How to do k-means clustering in Python

Learn how to perform k-means clustering in Python. This guide covers methods, tips, real-world applications, and common error debugging.

How to do k-means clustering in Python
Published on: 
Tue
Mar 17, 2026
Updated on: 
Tue
Mar 24, 2026
The Replit Team

K-Means clustering is a powerful unsupervised learning technique to group unlabeled data. Python, with its rich libraries, offers a simple and efficient way to implement this popular algorithm.

Here, you will explore core techniques, practical tips, and real-world applications. You'll also find debugging advice to help you build and refine your own K-Means clustering models effectively.

Basic approach using scikit-learn's KMeans

from sklearn.cluster import KMeans
import numpy as np

data = np.array([[1, 2], [1, 4], [1, 0], [4, 2], [4, 4], [4, 0]])
kmeans = KMeans(n_clusters=2, random_state=0).fit(data)
print(kmeans.cluster_centers_)
print(kmeans.labels_)--OUTPUT--[[1. 2.]
[4. 2.]]
[0 0 0 1 1 1]

The scikit-learn library makes implementing K-Means quite simple. In this example, you initialize the KMeans model and tell it to find two groups by setting n_clusters=2. The random_state=0 parameter is important for reproducibility; it ensures the algorithm starts the same way every time you run it. Finally, the .fit(data) method applies the clustering logic to your dataset.

Once the model is trained, you can inspect the outcome. The kmeans.cluster_centers_ attribute reveals the coordinates of the two final cluster centroids. The kmeans.labels_ attribute is an array that assigns each of your original data points to a cluster, effectively telling you which group each point belongs to.

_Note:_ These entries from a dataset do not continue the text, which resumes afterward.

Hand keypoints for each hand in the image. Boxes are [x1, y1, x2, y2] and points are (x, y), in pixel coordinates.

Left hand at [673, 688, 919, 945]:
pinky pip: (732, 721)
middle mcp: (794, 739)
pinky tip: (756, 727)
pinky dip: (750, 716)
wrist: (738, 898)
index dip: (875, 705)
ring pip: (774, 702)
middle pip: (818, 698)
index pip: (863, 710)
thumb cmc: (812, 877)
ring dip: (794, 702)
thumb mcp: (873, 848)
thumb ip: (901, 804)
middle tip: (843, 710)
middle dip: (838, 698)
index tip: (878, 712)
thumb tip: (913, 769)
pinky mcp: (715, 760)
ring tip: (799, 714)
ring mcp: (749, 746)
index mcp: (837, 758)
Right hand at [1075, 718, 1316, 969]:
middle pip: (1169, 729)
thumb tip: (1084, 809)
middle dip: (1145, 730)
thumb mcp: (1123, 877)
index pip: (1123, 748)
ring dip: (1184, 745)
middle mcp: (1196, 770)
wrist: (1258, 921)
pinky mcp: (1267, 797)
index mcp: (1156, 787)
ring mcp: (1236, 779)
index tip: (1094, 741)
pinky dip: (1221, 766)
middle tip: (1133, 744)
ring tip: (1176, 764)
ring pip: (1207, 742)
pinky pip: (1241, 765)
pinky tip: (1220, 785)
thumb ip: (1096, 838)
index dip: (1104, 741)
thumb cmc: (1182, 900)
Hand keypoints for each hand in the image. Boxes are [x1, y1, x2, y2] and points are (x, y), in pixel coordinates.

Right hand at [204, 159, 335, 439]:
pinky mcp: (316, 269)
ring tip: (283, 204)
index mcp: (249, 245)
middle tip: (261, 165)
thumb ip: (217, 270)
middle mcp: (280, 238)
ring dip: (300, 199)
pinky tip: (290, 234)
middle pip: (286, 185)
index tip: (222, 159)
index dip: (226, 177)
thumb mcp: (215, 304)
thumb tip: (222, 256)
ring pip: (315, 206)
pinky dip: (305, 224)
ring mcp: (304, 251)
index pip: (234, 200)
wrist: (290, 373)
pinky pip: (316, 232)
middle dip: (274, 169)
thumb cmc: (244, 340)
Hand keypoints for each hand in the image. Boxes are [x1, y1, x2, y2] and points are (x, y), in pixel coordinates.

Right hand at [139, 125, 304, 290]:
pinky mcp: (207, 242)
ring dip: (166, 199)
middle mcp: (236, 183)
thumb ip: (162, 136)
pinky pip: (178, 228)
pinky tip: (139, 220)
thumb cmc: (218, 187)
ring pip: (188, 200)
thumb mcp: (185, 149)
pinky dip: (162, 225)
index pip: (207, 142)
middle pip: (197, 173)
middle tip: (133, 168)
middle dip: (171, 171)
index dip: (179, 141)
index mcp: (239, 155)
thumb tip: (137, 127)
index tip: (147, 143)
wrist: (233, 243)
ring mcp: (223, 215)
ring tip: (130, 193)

Alternative implementations of k-means

Beyond the convenience of scikit-learn, you can build the algorithm from scratch with NumPy for deeper control or use SciPy for specialized applications.

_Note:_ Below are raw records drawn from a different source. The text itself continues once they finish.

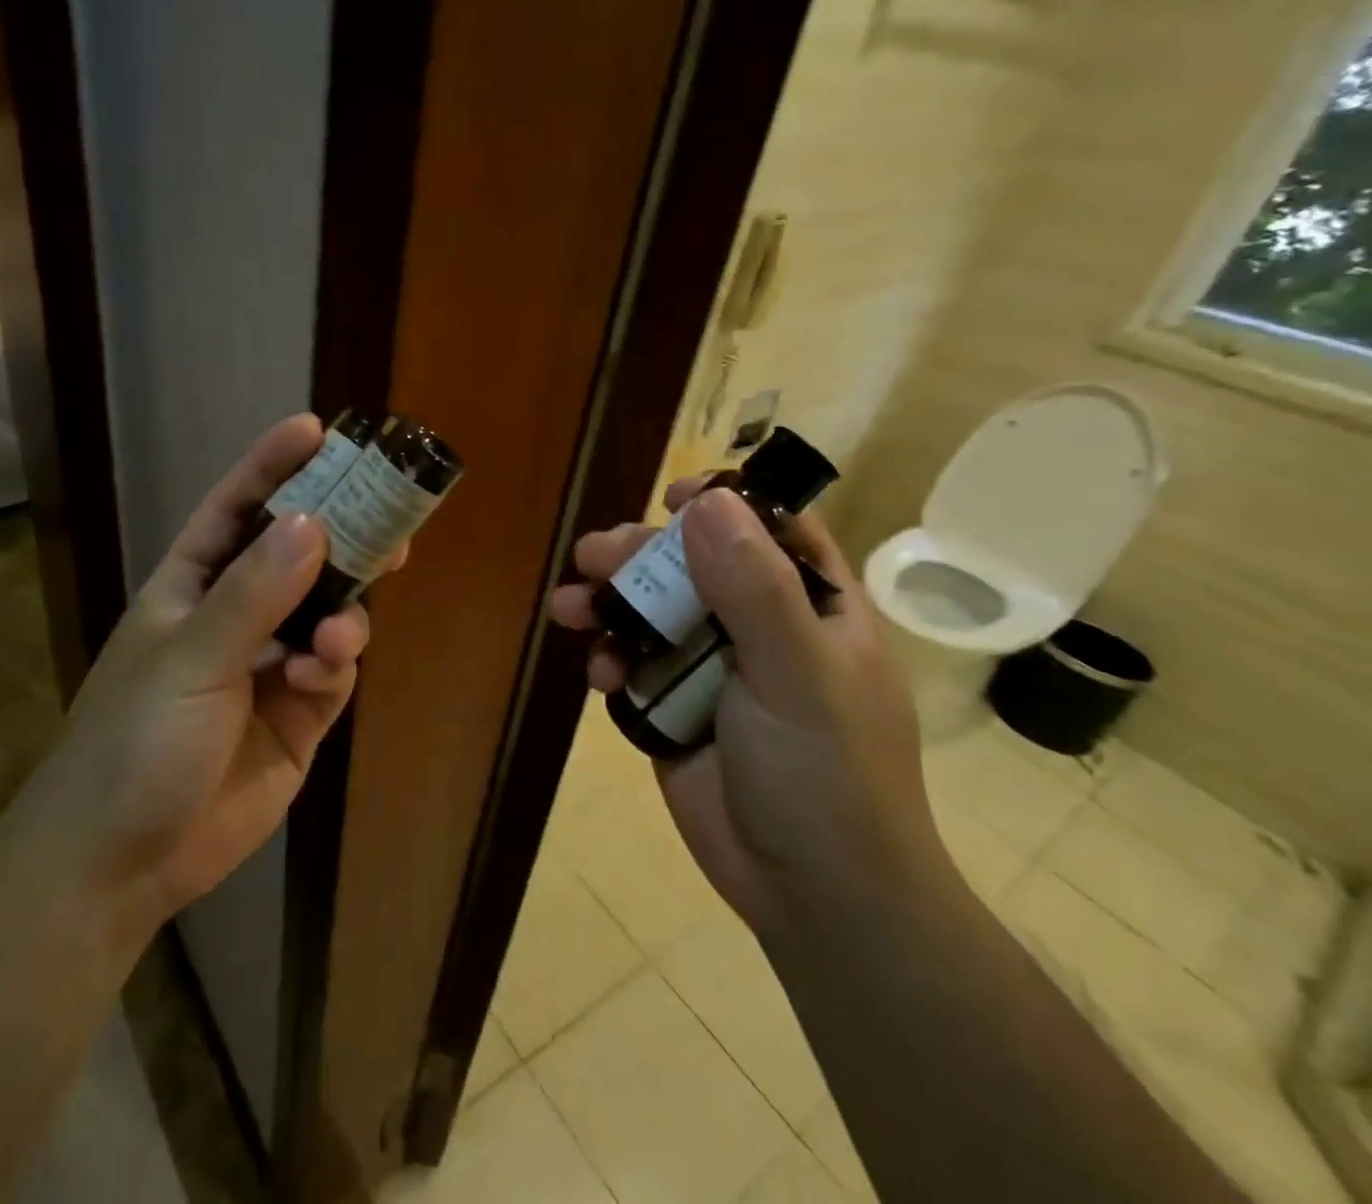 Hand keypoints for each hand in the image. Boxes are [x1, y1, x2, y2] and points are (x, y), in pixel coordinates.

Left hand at [15, 415, 399, 944]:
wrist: (121, 863)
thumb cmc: (134, 742)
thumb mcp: (189, 659)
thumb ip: (253, 594)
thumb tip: (315, 524)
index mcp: (194, 585)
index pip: (238, 508)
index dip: (275, 466)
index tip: (318, 430)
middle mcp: (237, 615)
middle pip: (300, 555)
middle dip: (341, 533)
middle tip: (389, 511)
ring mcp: (271, 664)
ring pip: (328, 612)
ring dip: (343, 612)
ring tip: (342, 633)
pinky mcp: (299, 714)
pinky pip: (332, 670)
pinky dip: (334, 666)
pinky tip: (318, 678)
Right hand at [549, 480, 937, 931]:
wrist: (813, 899)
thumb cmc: (826, 777)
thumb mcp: (796, 675)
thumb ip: (755, 589)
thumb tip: (706, 503)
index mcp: (812, 609)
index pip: (773, 530)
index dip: (726, 505)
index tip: (672, 497)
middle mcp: (762, 630)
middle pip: (692, 567)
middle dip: (639, 558)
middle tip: (592, 558)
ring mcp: (714, 671)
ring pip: (652, 615)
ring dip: (609, 606)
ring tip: (569, 608)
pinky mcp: (674, 710)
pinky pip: (633, 666)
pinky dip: (610, 662)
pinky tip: (600, 679)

Implementing k-means from scratch with NumPy

import numpy as np

def kmeans_simple(data, k):
# Random initialization of centroids
centroids = data[np.random.choice(len(data), k, replace=False)]

for _ in range(100):
# Assign points to nearest centroid
distances = np.sqrt(((data - centroids[:, np.newaxis])**2).sum(axis=2))
labels = np.argmin(distances, axis=0)

# Update centroids
new_centroids = np.array([data[labels == i].mean(axis=0) for i in range(k)])
if np.all(centroids == new_centroids):
break
centroids = new_centroids

return centroids, labels

data = np.array([[1, 2], [1, 4], [1, 0], [4, 2], [4, 4], [4, 0]])
centroids, labels = kmeans_simple(data, 2)
print(centroids)
print(labels)--OUTPUT--[[1. 2.]
[4. 2.]]
[0 0 0 1 1 1]

Building K-Means with NumPy gives you a look under the hood. The custom kmeans_simple function iteratively refines cluster centers. It begins by randomly selecting initial centroids directly from your dataset using np.random.choice.

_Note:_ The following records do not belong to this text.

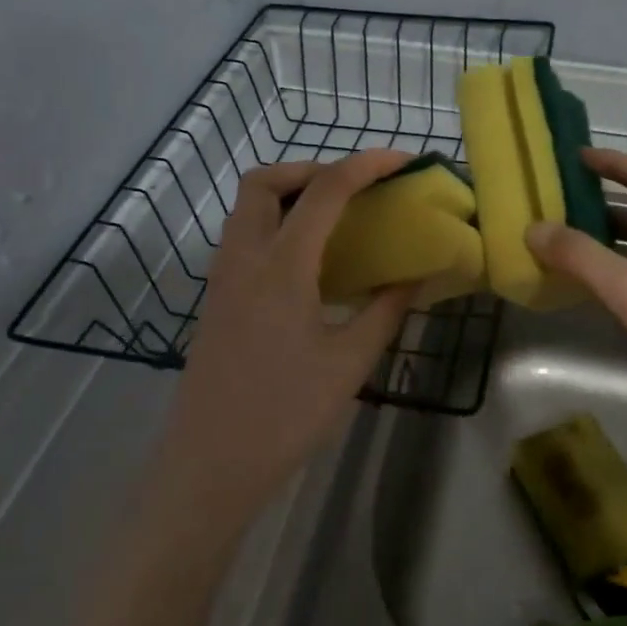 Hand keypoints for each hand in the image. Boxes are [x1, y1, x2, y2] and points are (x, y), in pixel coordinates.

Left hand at [155, 151, 416, 530]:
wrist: (209, 465)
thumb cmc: (285, 414)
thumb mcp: (349, 362)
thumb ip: (386, 309)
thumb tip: (417, 273)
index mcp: (281, 266)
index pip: (325, 191)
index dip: (366, 165)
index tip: (402, 160)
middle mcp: (243, 257)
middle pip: (265, 181)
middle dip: (311, 169)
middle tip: (353, 189)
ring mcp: (222, 277)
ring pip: (247, 207)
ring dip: (289, 194)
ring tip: (335, 219)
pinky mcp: (216, 298)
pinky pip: (244, 236)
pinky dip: (276, 224)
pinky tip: (308, 261) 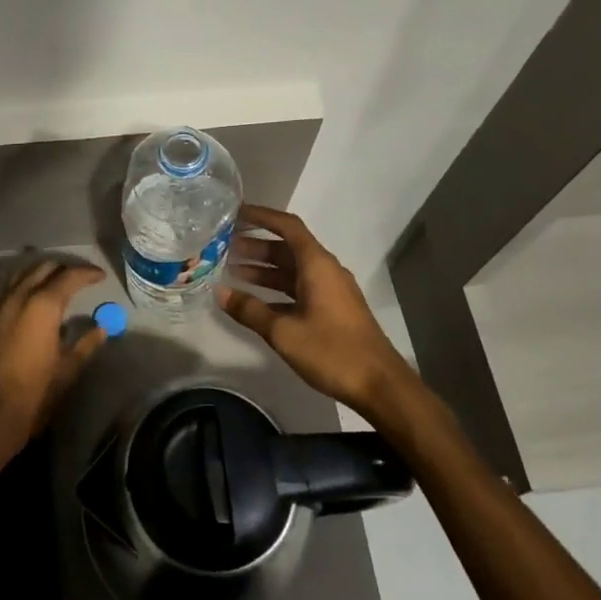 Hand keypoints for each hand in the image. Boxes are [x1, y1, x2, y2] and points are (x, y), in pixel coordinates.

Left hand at [0, 258, 107, 469]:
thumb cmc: (33, 396)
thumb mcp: (67, 371)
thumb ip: (86, 344)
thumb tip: (102, 329)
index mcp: (42, 306)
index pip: (69, 276)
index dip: (87, 273)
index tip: (100, 277)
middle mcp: (17, 297)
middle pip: (43, 268)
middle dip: (63, 269)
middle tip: (80, 280)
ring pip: (20, 275)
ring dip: (40, 274)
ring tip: (55, 286)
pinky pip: (5, 292)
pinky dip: (21, 289)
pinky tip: (29, 306)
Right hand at [219, 205, 411, 417]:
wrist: (380, 385)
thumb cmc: (332, 351)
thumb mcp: (284, 332)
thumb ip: (250, 310)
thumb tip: (220, 292)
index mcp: (317, 265)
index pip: (287, 226)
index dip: (262, 216)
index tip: (235, 214)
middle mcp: (325, 271)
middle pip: (287, 248)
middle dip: (256, 246)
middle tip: (224, 248)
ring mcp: (331, 291)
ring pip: (292, 270)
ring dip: (264, 269)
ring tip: (232, 271)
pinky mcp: (333, 310)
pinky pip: (300, 288)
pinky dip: (277, 289)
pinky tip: (256, 301)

  • Assignment: The algorithm calculates the distance from each data point to every centroid, assigning the point to the closest one using np.argmin.
  • Update: It then recalculates new centroids by taking the mean of all data points currently assigned to each cluster.

This loop continues until the centroids stop changing between iterations, which means the model has converged on a final solution.

Using SciPy's vector quantization for k-means

from scipy.cluster.vq import kmeans, vq
import numpy as np

data = np.array([[1, 2], [1, 4], [1, 0], [4, 2], [4, 4], [4, 0]])
centroids, _ = kmeans(data, 2)
labels, _ = vq(data, centroids)
print(centroids)
print(labels)--OUTPUT--[[1. 2.]
[4. 2.]]
[0 0 0 1 1 1]

SciPy’s approach, found in its vector quantization module, breaks K-Means into two distinct function calls. This method offers a more granular process compared to scikit-learn's single-step fit.

  • The kmeans() function is used first to find the optimal cluster centroids from your dataset.
  • Next, you pass these centroids and the original data into the vq() function, which assigns each data point to the nearest cluster and returns the final labels.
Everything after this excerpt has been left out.